Work order: For every line in the data below that contains "Paramhans", copy the line.

[Collected data]
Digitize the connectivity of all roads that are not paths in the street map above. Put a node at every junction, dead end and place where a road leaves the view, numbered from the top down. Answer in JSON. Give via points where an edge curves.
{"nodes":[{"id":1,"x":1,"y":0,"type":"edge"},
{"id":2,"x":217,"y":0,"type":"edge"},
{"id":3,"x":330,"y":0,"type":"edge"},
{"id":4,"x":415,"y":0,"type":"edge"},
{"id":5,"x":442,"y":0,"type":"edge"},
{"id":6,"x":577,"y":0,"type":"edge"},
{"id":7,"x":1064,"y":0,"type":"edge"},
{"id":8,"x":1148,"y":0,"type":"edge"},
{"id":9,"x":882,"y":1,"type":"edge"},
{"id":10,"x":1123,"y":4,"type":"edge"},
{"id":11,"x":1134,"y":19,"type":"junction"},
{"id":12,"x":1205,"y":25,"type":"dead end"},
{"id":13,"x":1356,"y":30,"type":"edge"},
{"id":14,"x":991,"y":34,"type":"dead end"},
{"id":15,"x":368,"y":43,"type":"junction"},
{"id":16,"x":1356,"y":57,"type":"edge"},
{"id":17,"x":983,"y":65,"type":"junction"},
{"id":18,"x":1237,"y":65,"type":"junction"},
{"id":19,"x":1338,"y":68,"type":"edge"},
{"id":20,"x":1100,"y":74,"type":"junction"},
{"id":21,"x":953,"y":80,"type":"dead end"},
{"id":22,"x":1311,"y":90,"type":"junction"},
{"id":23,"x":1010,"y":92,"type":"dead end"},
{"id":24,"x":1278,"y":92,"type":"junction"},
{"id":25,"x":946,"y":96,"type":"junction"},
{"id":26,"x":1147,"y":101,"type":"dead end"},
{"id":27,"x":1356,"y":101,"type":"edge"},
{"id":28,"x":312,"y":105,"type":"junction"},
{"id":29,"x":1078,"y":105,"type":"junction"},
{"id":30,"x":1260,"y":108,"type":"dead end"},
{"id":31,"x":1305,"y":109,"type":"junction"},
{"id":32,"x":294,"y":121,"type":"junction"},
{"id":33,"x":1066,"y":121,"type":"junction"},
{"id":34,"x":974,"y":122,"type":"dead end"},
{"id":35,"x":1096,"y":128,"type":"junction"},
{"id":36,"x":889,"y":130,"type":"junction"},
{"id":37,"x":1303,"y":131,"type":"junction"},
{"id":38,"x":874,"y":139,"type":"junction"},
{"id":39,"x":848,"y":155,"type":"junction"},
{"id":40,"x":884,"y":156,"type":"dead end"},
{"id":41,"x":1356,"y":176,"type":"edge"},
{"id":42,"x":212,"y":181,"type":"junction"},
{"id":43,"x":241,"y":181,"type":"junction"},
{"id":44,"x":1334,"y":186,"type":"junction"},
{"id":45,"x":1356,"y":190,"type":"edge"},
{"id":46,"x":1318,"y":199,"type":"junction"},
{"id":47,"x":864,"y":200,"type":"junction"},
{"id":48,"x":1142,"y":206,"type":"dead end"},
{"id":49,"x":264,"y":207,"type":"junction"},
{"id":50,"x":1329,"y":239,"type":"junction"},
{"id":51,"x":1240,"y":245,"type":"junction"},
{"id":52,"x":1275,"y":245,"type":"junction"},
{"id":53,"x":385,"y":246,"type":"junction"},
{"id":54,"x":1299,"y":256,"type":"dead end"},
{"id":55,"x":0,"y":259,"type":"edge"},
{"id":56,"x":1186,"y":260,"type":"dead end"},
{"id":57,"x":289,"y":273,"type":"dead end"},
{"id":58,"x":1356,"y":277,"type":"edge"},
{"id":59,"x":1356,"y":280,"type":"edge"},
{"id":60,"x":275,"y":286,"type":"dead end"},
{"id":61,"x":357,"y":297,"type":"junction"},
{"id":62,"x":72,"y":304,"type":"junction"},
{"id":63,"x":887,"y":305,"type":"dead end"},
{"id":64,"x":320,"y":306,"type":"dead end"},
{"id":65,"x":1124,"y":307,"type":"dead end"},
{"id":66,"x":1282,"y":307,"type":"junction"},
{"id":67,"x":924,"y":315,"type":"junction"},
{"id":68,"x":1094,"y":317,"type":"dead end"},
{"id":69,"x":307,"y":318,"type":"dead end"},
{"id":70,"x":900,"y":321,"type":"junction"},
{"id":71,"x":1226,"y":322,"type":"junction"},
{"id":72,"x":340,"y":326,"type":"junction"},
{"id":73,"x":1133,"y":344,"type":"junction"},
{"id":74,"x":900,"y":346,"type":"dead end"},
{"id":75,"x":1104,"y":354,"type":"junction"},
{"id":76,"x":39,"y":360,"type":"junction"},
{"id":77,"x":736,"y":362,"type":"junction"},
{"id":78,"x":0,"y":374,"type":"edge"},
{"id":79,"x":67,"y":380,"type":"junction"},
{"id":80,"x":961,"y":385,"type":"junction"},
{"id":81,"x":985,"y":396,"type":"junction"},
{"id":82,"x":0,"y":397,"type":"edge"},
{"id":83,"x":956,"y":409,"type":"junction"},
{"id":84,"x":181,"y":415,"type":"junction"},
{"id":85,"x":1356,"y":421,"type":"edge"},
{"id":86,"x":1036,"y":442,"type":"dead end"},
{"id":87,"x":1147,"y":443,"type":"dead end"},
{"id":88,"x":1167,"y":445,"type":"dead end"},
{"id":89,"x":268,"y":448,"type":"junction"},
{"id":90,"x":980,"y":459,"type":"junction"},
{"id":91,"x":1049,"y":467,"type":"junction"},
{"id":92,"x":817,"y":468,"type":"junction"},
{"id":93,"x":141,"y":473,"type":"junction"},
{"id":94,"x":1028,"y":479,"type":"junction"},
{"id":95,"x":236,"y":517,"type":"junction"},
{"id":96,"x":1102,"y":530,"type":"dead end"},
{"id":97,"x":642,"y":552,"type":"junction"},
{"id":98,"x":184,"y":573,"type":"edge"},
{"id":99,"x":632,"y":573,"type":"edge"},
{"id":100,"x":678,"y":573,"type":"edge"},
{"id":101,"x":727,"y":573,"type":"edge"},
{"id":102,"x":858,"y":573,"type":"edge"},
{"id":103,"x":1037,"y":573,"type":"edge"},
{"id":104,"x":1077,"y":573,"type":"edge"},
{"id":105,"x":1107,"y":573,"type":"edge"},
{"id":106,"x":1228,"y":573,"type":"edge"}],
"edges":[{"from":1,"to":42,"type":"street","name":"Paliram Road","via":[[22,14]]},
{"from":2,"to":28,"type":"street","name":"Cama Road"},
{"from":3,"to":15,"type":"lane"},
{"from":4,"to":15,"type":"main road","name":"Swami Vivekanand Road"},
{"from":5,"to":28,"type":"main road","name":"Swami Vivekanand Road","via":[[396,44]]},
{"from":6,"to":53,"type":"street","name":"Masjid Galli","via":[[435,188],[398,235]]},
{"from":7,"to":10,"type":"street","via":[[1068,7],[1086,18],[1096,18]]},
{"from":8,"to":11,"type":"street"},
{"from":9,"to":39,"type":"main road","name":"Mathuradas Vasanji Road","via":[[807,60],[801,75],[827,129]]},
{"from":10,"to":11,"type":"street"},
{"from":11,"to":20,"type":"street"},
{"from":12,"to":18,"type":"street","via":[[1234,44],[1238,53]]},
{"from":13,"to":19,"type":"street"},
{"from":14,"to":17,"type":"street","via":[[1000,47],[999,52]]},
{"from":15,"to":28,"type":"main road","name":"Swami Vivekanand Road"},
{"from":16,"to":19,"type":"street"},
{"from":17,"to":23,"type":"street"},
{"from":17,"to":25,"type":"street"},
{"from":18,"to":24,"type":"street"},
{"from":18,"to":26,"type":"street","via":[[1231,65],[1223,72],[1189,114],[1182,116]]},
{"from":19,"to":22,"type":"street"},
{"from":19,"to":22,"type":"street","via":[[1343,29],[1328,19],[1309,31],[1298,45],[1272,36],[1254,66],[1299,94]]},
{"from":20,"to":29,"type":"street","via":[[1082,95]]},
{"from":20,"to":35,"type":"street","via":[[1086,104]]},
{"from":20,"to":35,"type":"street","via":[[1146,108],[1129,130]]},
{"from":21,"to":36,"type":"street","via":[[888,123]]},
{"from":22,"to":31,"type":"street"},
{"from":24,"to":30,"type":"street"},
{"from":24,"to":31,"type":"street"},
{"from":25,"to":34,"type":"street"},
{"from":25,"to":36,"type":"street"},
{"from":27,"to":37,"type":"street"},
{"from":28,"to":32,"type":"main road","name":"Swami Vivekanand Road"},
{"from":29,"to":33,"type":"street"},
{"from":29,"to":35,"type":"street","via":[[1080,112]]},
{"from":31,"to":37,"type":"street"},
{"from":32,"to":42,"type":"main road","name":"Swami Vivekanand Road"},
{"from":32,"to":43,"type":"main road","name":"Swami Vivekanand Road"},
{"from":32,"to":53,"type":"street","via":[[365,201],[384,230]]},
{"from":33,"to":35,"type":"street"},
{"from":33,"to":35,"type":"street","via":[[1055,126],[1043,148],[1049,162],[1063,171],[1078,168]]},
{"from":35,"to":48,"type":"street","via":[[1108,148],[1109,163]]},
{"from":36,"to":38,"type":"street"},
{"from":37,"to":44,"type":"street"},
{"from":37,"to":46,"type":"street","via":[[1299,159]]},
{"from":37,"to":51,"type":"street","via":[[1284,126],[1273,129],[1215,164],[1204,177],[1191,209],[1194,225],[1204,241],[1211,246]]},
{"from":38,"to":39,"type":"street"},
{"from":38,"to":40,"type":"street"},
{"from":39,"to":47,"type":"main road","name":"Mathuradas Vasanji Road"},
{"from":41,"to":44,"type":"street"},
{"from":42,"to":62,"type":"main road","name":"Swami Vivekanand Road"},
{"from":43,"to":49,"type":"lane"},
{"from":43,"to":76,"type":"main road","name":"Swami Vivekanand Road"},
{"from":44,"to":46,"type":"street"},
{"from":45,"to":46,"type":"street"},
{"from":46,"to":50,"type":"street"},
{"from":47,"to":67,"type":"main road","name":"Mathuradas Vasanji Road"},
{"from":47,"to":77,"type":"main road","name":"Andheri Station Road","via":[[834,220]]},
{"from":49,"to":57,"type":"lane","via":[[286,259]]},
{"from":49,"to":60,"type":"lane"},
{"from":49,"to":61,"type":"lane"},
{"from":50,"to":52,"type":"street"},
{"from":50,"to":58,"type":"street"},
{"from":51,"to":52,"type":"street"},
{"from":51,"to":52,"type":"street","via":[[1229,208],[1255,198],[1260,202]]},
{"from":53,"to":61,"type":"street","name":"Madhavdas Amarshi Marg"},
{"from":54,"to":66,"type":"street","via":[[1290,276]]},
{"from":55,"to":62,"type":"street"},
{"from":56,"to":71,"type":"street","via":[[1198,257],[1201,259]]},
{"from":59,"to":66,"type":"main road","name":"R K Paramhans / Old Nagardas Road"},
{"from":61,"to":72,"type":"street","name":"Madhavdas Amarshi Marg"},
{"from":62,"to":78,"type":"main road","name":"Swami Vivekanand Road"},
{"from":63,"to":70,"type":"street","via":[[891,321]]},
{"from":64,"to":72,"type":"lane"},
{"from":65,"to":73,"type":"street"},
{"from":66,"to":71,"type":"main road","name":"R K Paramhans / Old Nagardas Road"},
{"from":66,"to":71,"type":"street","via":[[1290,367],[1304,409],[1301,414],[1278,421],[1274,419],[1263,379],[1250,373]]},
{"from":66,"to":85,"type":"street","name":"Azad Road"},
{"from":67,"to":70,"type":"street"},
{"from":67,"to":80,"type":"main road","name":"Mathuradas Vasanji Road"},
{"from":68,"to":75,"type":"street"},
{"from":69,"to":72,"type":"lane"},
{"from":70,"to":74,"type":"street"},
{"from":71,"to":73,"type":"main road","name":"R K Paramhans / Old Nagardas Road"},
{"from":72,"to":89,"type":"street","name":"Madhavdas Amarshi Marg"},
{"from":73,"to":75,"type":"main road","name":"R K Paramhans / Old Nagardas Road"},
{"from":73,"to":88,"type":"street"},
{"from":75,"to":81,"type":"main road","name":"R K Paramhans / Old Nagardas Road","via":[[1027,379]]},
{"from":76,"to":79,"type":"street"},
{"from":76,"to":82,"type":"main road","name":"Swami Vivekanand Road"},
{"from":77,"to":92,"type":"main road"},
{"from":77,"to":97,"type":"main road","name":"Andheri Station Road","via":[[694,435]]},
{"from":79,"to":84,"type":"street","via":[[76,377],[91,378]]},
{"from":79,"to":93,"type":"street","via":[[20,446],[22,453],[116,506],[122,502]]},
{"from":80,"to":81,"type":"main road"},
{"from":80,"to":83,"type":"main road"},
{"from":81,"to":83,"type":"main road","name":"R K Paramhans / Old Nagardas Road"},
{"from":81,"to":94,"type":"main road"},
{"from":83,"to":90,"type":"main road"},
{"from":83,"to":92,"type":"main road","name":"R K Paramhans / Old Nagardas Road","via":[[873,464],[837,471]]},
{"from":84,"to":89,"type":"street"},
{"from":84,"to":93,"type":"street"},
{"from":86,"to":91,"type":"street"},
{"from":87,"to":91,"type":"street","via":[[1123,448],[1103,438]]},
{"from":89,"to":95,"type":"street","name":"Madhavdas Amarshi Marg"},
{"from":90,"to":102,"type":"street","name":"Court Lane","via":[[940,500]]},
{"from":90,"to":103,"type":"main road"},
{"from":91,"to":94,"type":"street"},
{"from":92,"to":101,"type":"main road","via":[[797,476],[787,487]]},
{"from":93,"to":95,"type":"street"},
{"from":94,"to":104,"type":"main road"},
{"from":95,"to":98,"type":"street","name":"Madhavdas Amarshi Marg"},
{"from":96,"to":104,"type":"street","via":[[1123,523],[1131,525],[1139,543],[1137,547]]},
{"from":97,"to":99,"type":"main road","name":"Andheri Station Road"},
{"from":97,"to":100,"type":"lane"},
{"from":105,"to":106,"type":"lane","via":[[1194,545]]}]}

Response to the task:
{"from":59,"to":66,"type":"main road","name":"R K Paramhans / Old Nagardas Road"},
{"from":66,"to":71,"type":"main road","name":"R K Paramhans / Old Nagardas Road"},
{"from":71,"to":73,"type":"main road","name":"R K Paramhans / Old Nagardas Road"},
{"from":73,"to":75,"type":"main road","name":"R K Paramhans / Old Nagardas Road"},
{"from":75,"to":81,"type":"main road","name":"R K Paramhans / Old Nagardas Road","via":[[1027,379]]},
{"from":81,"to":83,"type":"main road","name":"R K Paramhans / Old Nagardas Road"},
{"from":83,"to":92,"type":"main road","name":"R K Paramhans / Old Nagardas Road","via":[[873,464],[837,471]]},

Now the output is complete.